When I first started out as an IFA I spent a reasonable amount of time working with some clients in Liverpool. That is about 240 miles from where I live and work in deepest Surrey, or around five hours each way by car.

It was one of those client relationships that started off innocently enough. We had a corporate client in the geographically much closer London, which decided to open a distribution warehouse in Birmingham. For a while we met regularly with the warehouse operators in Birmingham and advised them on their group pension scheme options.

And then the London head office decided it needed a call centre in Liverpool to handle their customer service. Employing phone monkeys in Liverpool is apparently a lot cheaper than doing so in the City of London.

Five-hundred-mile round trips to advise youngsters on entering a group personal pension – in the full knowledge they would probably have changed jobs within a few months – was not my idea  of fun. It was, however, good practice for a newbie and a reasonable earner at the time, even if that revenue was unprofitable in the long term.

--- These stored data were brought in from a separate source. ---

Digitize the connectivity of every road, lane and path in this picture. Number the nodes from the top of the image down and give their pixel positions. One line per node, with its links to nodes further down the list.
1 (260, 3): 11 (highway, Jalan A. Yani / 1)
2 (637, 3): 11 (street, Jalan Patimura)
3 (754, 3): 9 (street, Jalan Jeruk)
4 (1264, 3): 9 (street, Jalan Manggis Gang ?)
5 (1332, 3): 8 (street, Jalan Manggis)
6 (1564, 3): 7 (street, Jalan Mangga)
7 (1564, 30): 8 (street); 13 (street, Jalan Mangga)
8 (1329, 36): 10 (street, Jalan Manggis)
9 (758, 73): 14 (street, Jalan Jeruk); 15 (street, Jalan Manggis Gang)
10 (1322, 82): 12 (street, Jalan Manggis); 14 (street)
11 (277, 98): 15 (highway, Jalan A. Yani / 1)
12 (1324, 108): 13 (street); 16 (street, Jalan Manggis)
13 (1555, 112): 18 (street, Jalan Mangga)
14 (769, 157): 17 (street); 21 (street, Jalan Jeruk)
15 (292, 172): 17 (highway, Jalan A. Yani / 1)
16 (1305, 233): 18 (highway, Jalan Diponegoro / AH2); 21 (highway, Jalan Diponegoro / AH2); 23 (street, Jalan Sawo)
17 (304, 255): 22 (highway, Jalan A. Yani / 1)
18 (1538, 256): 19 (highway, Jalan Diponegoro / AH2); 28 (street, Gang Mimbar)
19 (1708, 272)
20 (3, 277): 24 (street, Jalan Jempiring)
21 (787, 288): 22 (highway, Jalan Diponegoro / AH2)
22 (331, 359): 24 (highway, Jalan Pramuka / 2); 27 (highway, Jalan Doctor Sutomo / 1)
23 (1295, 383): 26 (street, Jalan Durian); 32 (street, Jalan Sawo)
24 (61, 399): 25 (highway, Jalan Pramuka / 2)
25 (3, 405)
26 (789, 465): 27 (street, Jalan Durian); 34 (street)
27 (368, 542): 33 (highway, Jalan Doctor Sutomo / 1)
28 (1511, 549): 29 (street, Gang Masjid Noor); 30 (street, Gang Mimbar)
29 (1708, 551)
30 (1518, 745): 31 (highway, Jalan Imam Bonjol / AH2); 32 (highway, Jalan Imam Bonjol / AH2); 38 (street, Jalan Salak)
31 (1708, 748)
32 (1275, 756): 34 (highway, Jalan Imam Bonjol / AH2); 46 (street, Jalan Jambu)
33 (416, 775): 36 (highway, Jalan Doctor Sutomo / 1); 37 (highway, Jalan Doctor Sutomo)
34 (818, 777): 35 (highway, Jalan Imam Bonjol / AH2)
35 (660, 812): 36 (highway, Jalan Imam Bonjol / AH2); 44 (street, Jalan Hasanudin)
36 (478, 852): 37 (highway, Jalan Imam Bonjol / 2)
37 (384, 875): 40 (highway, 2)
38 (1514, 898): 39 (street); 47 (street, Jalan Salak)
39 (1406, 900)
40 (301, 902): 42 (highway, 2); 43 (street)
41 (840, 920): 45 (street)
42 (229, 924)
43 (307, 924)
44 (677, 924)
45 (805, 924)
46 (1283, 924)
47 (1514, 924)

I was reminded of these road trips during a client meeting the other day. Asking where the couple had heard about me, they presented a Society of Later Life Advisers leaflet they picked up at their father’s care home. As a recent Solla member, I am enjoying referrals from its directory, so it was little surprise how they got my name. What was slightly surprising was the source of the leaflet.

It was left in the reception area of the care home by another Solla member, an IFA based in Dorset. This IFA had made the 200-mile round trip to leave his contact details at a care home less than a mile down the road from me.

This discovery prompted two things in my head. First, I needed to get some of my own leaflets printed and placed in all the local care homes. Second, why on earth are IFAs fishing for clients such a long way from home?

I can understand wanting to continue the working relationship with a once-local client that has moved away. I can understand when an existing client refers you to their friend, colleague or relative who lives in another part of the country. I can even understand when your best corporate client opens a call centre in Liverpool and wants you to be the one looking after the pensions advice for its new team. What I cannot get my head around is an adviser actively marketing for new clients anywhere but in their hometown.

Things might be different for advisers outside of the South-east. In this neck of the woods,  there are enough prospective clients to be found in any niche within a 10-mile radius of your front door. We focus our marketing activity on our village because it secures the results we need  in terms of quality and quantity of new clients.

Perhaps IFAs like spending time waiting for delayed trains or stuck in traffic. Maybe some are blind to the possibilities that exist in their neighbourhood. Or, just possibly, could some advisers have blown their reputations in their local communities, leading them to hunt further from home?

Whatever the reason for choosing to roam in search of new clients, feedback from our local ones and the professional contacts we work with suggests, all things being equal, they will always choose the local adviser over the one based out of town.